→ Provided data:
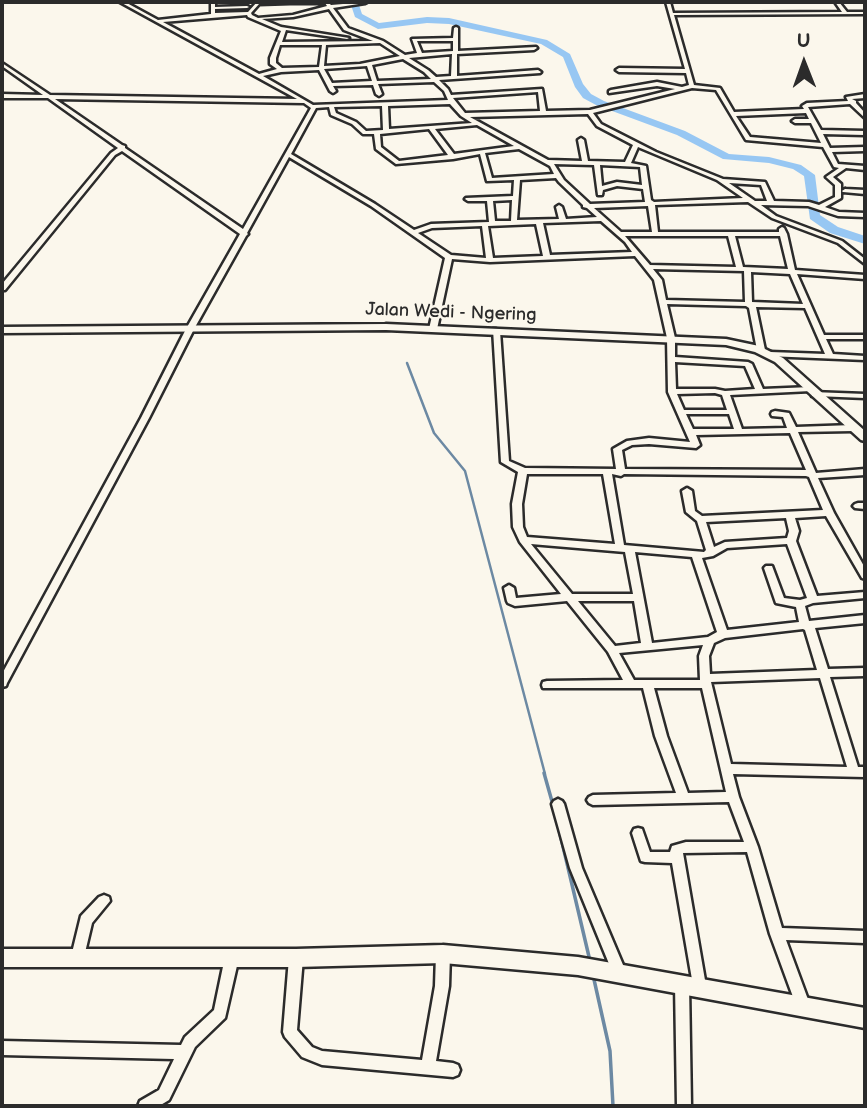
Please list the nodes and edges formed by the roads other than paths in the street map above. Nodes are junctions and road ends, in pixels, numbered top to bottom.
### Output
1 (122, 2) edge
2 (292, 2) edge
3 (365, 2) edge
4 (668, 2) edge
5 (837, 2) edge
6 (257, 4) edge
7 (329, 4) edge
8 (213, 5) edge
9 (249, 13) junction
10 (846, 13) junction
11 (865, 13) edge
12 (213, 15) junction
13 (674, 15) junction
14 (259, 18) junction
15 (159, 23) junction
16 (283, 28) junction
17 (456, 28) dead end
18 (346, 38) dead end
19 (456, 38) junction
20 (381, 42) junction
21 (279, 44) junction
22 (324, 45) junction
23 (534, 48) dead end
24 (455, 52) junction
25 (420, 54) junction
26 (403, 56) junction
27 (2, 64) edge
28 (369, 64) junction
29 (321, 68) junction
30 (281, 70) junction
31 (618, 70) dead end
32 (688, 71) junction
33 (538, 72) dead end
34 (259, 76) junction
35 (454, 77) junction
36 (471, 77) junction
37 (435, 80) junction
38 (376, 84) junction
39 (691, 87) junction
40 (701, 87) junction
41 (611, 92) dead end
42 (477, 93) junction
43 (379, 94) dead end
44 (2, 96) edge
45 (865, 96) edge
46 (48, 97) junction
47 (706, 98) dead end
48 (451, 99) junction
49 (305, 101) junction
50 (854, 102) junction
51 (385, 103) junction
52 (331, 104) junction
53 (314, 106) junction
54 (594, 111) junction
55 (808, 111) junction
56 (543, 112) junction
57 (864, 113) edge
58 (732, 114) junction
59 (463, 115) junction
60 (795, 121) dead end
61 (814, 121) junction
62 (475, 124) junction
63 (431, 128) junction
64 (386, 132) junction
65 (820, 132) junction
66 (377, 134) junction
67 (865, 134) edge
68 (582, 140) dead end
69 (636, 144) junction
70 (123, 147) junction
71 (520, 147) junction
72 (827, 148) junction
73 (865, 149) edge
74 (482, 152) junction
75 (288, 154) junction
76 (453, 157) junction
77 (548, 162) junction
78 (585, 162) junction
79 (597, 163) junction
80 (626, 164) junction
81 (843, 168) junction
82 (865, 168) edge
83 (556, 176) junction
84 (517, 179) junction
85 (722, 181) junction
86 (646, 187) junction
87 (599, 189) junction
88 (845, 191) dead end
89 (865, 192) edge
90 (516, 198) junction
91 (468, 199) dead end
92 (490, 199) junction
93 (650, 202) junction
94 (754, 202) junction
95 (771, 203) junction
96 (600, 204) junction
97 (815, 205) junction
98 (585, 206) junction
99 (559, 207) dead end
100 (865, 215) edge
101 (603, 219) junction
102 (779, 219) junction
103 (563, 221) junction
104 (539, 222) junction
105 (514, 223) junction
106 (489, 225) junction
107 (414, 232) junction
108 (655, 233) junction
109 (245, 234) junction
110 (620, 234) junction
111 (731, 234) junction
112 (784, 234) junction
113 (638, 254) junction
114 (449, 257) junction
115 (547, 258) junction
116 (490, 260) junction
117 (865, 262) edge
118 (649, 267) junction
119 (743, 269) junction
120 (792, 271) junction
121 (865, 277) edge
122 (2, 288) edge
123 (665, 303) junction
124 (750, 306) junction
125 (806, 306) junction
126 (190, 329) junction
127 (433, 329) junction
128 (2, 330) edge
129 (496, 331) junction
130 (821, 337) junction
131 (865, 337) edge
132 (671, 338) junction
133 (766, 352) junction
134 (830, 356) junction
135 (863, 358) edge
136 (672, 359) junction
137 (865, 367) edge
138 (760, 391) junction
139 (813, 391) junction
140 (673, 392) junction
141 (726, 393) junction
142 (865, 396) edge
143 (681, 412) junction
144 (732, 412) junction
145 (775, 414) dead end
146 (853, 428) junction
147 (690, 432) junction
148 (739, 432) junction
149 (794, 432) junction
150 (865, 437) edge
151 (523, 471) junction
152 (607, 472) junction
153 (865, 472) edge
154 (621, 473) junction
155 (811, 474) junction
156 (687, 491) dead end
157 (829, 513) junction
158 (790, 514) junction
159 (701, 520) junction
160 (523, 540) junction
161 (791, 541) junction
162 (624, 548) junction
163 (865, 550) edge
164 (853, 551) junction
165 (710, 554) junction
166 (696, 555) junction
167 (769, 568) dead end
168 (865, 576) edge
169 (509, 588) dead end
170 (865, 596) edge
171 (569, 597) junction
172 (638, 598) junction
173 (813, 600) junction
174 (800, 604) junction
175 (865, 619) edge
176 (807, 626) junction
177 (723, 634) junction
178 (710, 641) junction
179 (647, 646) junction
180 (612, 650) junction
181 (865, 672) edge
182 (824, 673) junction
183 (706, 681) junction
184 (2, 683) edge
185 (647, 684) junction
186 (547, 685) dead end
187 (631, 685) junction
188 (728, 769) junction
189 (860, 772) edge
190 (733, 797) junction
191 (684, 798) junction
192 (593, 800) dead end
193 (558, 804) dead end
194 (638, 833) dead end
195 (752, 847) junction
196 (678, 858) junction
197 (104, 901) dead end
198 (777, 934) junction
199 (865, 937) edge
200 (443, 954) junction
201 (78, 957) junction
202 (232, 957) junction
203 (2, 958) edge
204 (296, 958) junction
205 (614, 971) junction
206 (690, 984) junction
207 (803, 1004) junction
208 (865, 1018) edge
209 (2, 1048) edge
210 (183, 1052) junction
211 (428, 1066) junction
212 (453, 1070) dead end
213 (145, 1106) edge
214 (684, 1106) edge

1 - 15 street
2 - 6 street
2 - 7 street
3 - 7 street
4 - 13 street
5 - 10 street
6 - 8 street
6 - 9 street
7 - 14 street
7 - 20 street
8 - 12 street
9 - 12 street
9 - 14 street
10 - 11 street
10 - 13 street
12 - 15 street
13 - 32 street
14 - 16 street
15 - 34 street
16 - 18 street
16 - 21 street
17 - 19 street
19 - 24 street
19 - 25 street
20 - 22 street
20 - 26 street
21 - 22 street
21 - 30 street
22 - 29 street
23 - 24 street
24 - 25 street
24 - 35 street
25 - 26 street
26 - 28 street
26 - 37 street
27 - 46 street
28 - 29 street
28 - 38 street
29 - 30 street
29 - 38 street
30 - 34 street
31 - 32 street
32 - 39 street
33 - 36 street
34 - 49 street
35 - 36 street
35 - 37 street
36 - 42 street
37 - 38 street
37 - 48 street
38 - 43 street
39 - 40 street
39 - 41 street
39 - 54 street
40 - 47 street
40 - 58 street
42 - 48 street
42 - 56 street
44 - 46 street
45 - 50 street
46 - 49 street
46 - 70 street
48 - 51 street
48 - 59 street
49 - 53 street
50 - 55 street
50 - 57 street
51 - 52 street
51 - 64 street
52 - 53 street
52 - 66 street
53 - 75 street
54 - 56 street
54 - 69 street
55 - 58 street
55 - 61 street
56 - 59 street
58 - 72 street
59 - 62 street
60 - 61 street
61 - 65 street
62 - 63 street
62 - 71 street
63 - 64 street
63 - 76 street
64 - 66 street
65 - 67 street
65 - 72 street
66 - 76 street
68 - 78 street
69 - 80 street
69 - 85 street
70 - 109 street
70 - 122 street
71 - 74 street
71 - 77 street
72 - 73 street
72 - 81 street
74 - 76 street
74 - 84 street
75 - 107 street
75 - 109 street
77 - 78 street
77 - 83 street
78 - 79 street
79 - 80 street
79 - 87 street
80 - 86 street
81 - 82 street
81 - 97 street
83 - 84 street
83 - 98 street
84 - 90 street
85 - 94 street
85 - 95 street
86 - 87 street
86 - 93 street
87 - 96 street
88 - 89 street
90 - 92 street
90 - 105 street
91 - 92 street
92 - 106 street
93 - 94 street
93 - 96 street
93 - 108 street
94 - 95 street
94 - 102 street
95 - 97 street
96 - 98 street
97 - 100 street
98 - 101 street
99 - 103 street
101 - 103 street
101 - 110 street
102 - 112 street
102 - 117 street
103 - 104 street
104 - 105 street
104 - 115 street
105 - 106 street
106 - 107 street
106 - 116 street
107 - 114 street
108 - 110 street
108 - 111 street
109 - 126 street
110 - 113 street
111 - 112 street
111 - 119 street
112 - 120 street
113 - 115 street
113 - 118 street
114 - 116 street
114 - 127 street
115 - 116 street
118 - 119 street
118 - 123 street
119 - 120 street
119 - 124 street
120 - 121 street
120 - 125 street
123 - 124 street
123 - 132 street
124 - 125 street
124 - 133 street
125 - 130 street
126 - 127 main road, Jalan Wedi - Ngering
126 - 128 main road, Jalan Wedi - Ngering
126 - 184 street
127 - 129 main road, Jalan Wedi - Ngering
129 - 132 main road, Jalan Wedi - Ngering
129 - 151 street
130 - 131 street
130 - 134 street
132 - 133 main road, Jalan Wedi - Ngering
132 - 136 street
133 - 134 street
133 - 139 main road, Jalan Wedi - Ngering
134 - 135 street
135 - 137 street
136 - 138 street
136 - 140 street
138 - 139 street
138 - 141 street
139 - 142 street
139 - 146 main road, Jalan Wedi - Ngering
140 - 141 street
140 - 143 street
141 - 144 street
143 - 144 street
143 - 147 street
144 - 148 street
145 - 149 street
146 - 149 street
146 - 150 main road, Jalan Wedi - Ngering
147 - 148 street
147 - 154 street
148 - 149 street
149 - 155 street
151 - 152 street
151 - 160 street
152 - 154 street
152 - 162 street
153 - 155 street
154 - 155 street
155 - 157 street
156 - 159 street
157 - 158 street
157 - 164 street
158 - 159 street
158 - 161 street
159 - 165 street
160 - 162 street
160 - 171 street
161 - 165 street
161 - 173 street
162 - 166 street
162 - 172 street
163 - 164 street
164 - 168 street
165 - 166 street
166 - 177 street
167 - 174 street
169 - 171 street
170 - 173 street
171 - 172 street
171 - 180 street
172 - 179 street
173 - 174 street
174 - 176 street
175 - 176 street
176 - 177 street
176 - 182 street
177 - 178 street
178 - 179 street
178 - 183 street
179 - 180 street
180 - 187 street
181 - 182 street
182 - 183 street
182 - 189 street
183 - 185 street
183 - 188 street
185 - 187 street
185 - 191 street
186 - 187 street
188 - 189 street
188 - 190 street
190 - 191 street
190 - 195 street
191 - 192 street
193 - 205 street
194 - 196 street
195 - 196 street
195 - 198 street
196 - 206 street
197 - 201 street
198 - 199 street
198 - 207 street
200 - 204 main road
200 - 205 main road
200 - 211 street
201 - 202 main road
201 - 203 main road
202 - 204 main road
202 - 210 street
204 - 211 street
205 - 206 main road
206 - 207 main road
206 - 214 street
207 - 208 main road
209 - 210 street
210 - 213 street
211 - 212 street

→ Description of the task: Go through the entries above and count the lines holding the word "Jalan"; write nothing but the number.

→ Solution below: 8